INSTRUCTIONS FOR THE TASK. Search the entries below for "path". Report each line where it occurs.

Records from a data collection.
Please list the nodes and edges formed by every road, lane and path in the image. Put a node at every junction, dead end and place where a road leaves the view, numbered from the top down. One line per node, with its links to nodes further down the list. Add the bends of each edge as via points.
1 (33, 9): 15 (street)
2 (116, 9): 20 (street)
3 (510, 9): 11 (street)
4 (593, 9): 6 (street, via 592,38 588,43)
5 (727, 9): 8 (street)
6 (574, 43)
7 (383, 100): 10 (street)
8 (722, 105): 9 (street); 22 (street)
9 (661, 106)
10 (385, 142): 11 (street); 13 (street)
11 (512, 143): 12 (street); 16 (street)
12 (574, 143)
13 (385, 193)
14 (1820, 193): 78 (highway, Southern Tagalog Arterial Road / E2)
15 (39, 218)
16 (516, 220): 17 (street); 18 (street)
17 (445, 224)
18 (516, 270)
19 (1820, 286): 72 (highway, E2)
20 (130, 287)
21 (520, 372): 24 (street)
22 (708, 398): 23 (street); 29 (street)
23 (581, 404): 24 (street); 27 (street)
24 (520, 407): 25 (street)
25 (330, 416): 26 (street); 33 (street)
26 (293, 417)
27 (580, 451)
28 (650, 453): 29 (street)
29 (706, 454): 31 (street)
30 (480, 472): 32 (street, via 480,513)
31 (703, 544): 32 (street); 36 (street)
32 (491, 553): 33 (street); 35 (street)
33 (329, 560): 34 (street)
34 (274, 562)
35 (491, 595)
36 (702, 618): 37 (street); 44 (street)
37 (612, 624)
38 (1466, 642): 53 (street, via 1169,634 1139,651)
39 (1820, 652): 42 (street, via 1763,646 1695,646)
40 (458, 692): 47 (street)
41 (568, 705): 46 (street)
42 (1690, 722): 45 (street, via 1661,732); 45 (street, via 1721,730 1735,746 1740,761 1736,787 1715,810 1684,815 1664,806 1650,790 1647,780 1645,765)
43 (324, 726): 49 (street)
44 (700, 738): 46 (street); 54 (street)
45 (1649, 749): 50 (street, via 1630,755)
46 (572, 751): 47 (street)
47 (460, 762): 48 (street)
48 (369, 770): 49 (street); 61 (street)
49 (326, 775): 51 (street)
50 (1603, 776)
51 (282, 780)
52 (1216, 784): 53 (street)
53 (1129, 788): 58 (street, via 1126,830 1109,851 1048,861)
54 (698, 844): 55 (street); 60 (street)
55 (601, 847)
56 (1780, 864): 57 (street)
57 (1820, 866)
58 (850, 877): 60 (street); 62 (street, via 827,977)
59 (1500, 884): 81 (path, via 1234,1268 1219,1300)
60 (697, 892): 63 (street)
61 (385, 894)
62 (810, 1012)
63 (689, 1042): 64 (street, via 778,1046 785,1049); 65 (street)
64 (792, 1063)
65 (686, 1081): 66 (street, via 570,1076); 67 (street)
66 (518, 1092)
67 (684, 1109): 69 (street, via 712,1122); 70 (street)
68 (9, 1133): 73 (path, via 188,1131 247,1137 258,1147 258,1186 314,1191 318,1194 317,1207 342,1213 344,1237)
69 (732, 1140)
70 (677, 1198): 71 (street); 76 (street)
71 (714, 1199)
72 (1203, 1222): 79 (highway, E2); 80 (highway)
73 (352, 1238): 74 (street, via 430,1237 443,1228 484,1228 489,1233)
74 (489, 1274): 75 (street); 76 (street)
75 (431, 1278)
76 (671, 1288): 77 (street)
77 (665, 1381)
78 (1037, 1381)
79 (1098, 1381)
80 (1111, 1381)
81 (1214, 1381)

ANSWER TO THIS TASK.
Please list the nodes and edges formed by every road, lane and path in the image. Put a node at every junction, dead end and place where a road leaves the view, numbered from the top down. One line per node, with its links to nodes further down the list. Add the bends of each edge as via points.
59 (1500, 884): 81 (path, via 1234,1268 1219,1300)
68 (9, 1133): 73 (path, via 188,1131 247,1137 258,1147 258,1186 314,1191 318,1194 317,1207 342,1213 344,1237)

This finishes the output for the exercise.